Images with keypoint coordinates
--

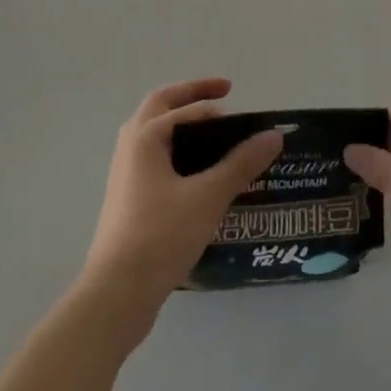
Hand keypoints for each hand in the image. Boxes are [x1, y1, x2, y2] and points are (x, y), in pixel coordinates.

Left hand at [79, 79, 282, 324]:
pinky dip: (177, 151)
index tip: (241, 103)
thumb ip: (242, 163)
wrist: (117, 294)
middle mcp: (130, 147)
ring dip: (181, 123)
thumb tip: (274, 135)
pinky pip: (155, 160)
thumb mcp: (209, 196)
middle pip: (161, 106)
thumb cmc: (161, 235)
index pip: (184, 104)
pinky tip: (198, 175)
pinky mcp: (128, 200)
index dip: (213, 99)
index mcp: (145, 136)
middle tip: (222, 96)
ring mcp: (125, 174)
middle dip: (191, 96)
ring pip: (154, 134)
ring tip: (213, 133)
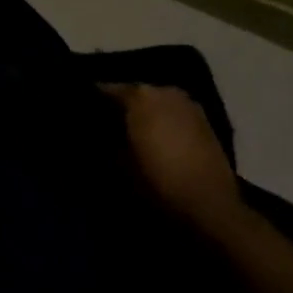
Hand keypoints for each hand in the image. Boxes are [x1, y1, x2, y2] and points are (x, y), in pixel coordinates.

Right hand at [100, 83, 241, 227]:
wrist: (209, 203)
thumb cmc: (157, 182)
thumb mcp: (120, 165)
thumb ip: (110, 141)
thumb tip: (103, 131)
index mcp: (140, 97)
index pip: (108, 89)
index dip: (95, 99)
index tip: (83, 110)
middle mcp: (164, 91)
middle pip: (136, 92)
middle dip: (122, 104)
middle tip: (108, 122)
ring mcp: (187, 103)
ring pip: (157, 100)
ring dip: (145, 111)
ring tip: (133, 130)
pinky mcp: (204, 119)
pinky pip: (174, 112)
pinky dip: (164, 119)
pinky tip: (158, 136)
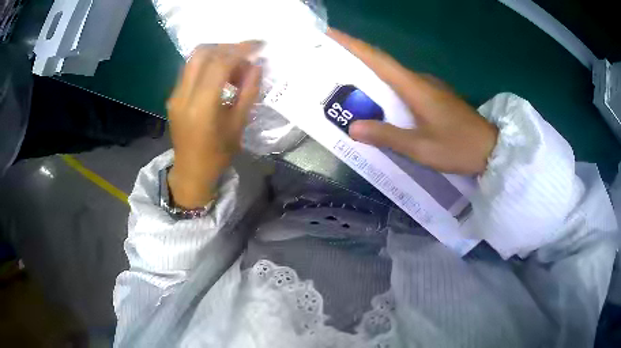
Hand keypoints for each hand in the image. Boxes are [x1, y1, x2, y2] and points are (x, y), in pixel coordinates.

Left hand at [166, 42, 262, 208]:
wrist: (191, 172)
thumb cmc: (218, 154)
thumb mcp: (238, 124)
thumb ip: (248, 92)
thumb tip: (256, 66)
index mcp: (201, 106)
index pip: (219, 63)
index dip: (240, 50)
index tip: (258, 46)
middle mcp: (183, 95)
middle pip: (202, 53)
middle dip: (227, 47)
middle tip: (246, 55)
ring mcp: (175, 94)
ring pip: (194, 58)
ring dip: (217, 54)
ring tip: (235, 67)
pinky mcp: (173, 96)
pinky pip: (190, 70)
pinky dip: (208, 65)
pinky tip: (220, 76)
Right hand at [328, 30, 497, 174]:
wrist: (490, 149)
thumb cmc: (458, 147)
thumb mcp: (421, 148)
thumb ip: (388, 136)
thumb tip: (354, 128)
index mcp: (415, 87)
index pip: (378, 59)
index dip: (352, 44)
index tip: (330, 33)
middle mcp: (420, 80)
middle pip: (382, 64)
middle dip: (355, 59)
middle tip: (330, 62)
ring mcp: (430, 87)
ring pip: (394, 76)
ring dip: (371, 76)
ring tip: (349, 84)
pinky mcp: (435, 97)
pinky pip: (404, 87)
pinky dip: (387, 89)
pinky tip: (380, 103)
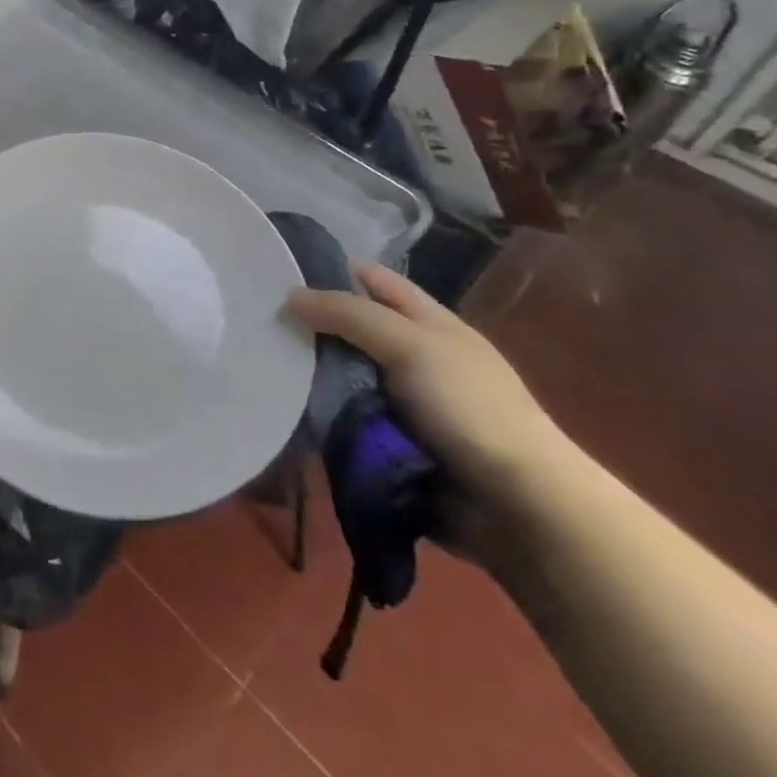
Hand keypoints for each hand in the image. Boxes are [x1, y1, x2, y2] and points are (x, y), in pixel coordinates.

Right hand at [286, 262, 573, 534]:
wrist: (518, 507)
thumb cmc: (469, 408)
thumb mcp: (410, 345)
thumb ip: (349, 315)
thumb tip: (289, 296)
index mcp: (429, 322)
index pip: (373, 280)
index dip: (330, 269)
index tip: (278, 270)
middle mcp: (414, 356)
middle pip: (351, 328)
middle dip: (310, 325)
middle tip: (258, 321)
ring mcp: (402, 402)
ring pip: (342, 375)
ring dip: (310, 374)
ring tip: (260, 365)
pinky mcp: (390, 443)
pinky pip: (344, 418)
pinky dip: (320, 415)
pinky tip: (285, 408)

--

WORK REQUEST: From the line that contains "middle mcp: (414, 356)" through the end of the records above, print every line exactly and nothing else.

ANSWER TO THIS TASK:
middle mcp: (414, 356)
middle pip: (351, 328)
middle dip: (310, 325)
middle tip: (258, 321)
ring mcp: (402, 402)
ring pip: (342, 375)
ring dip: (310, 374)
ring tip: (260, 365)
pinky mcp: (390, 443)
pinky pip: (344, 418)
pinky dip: (320, 415)
pinky tip: (285, 408)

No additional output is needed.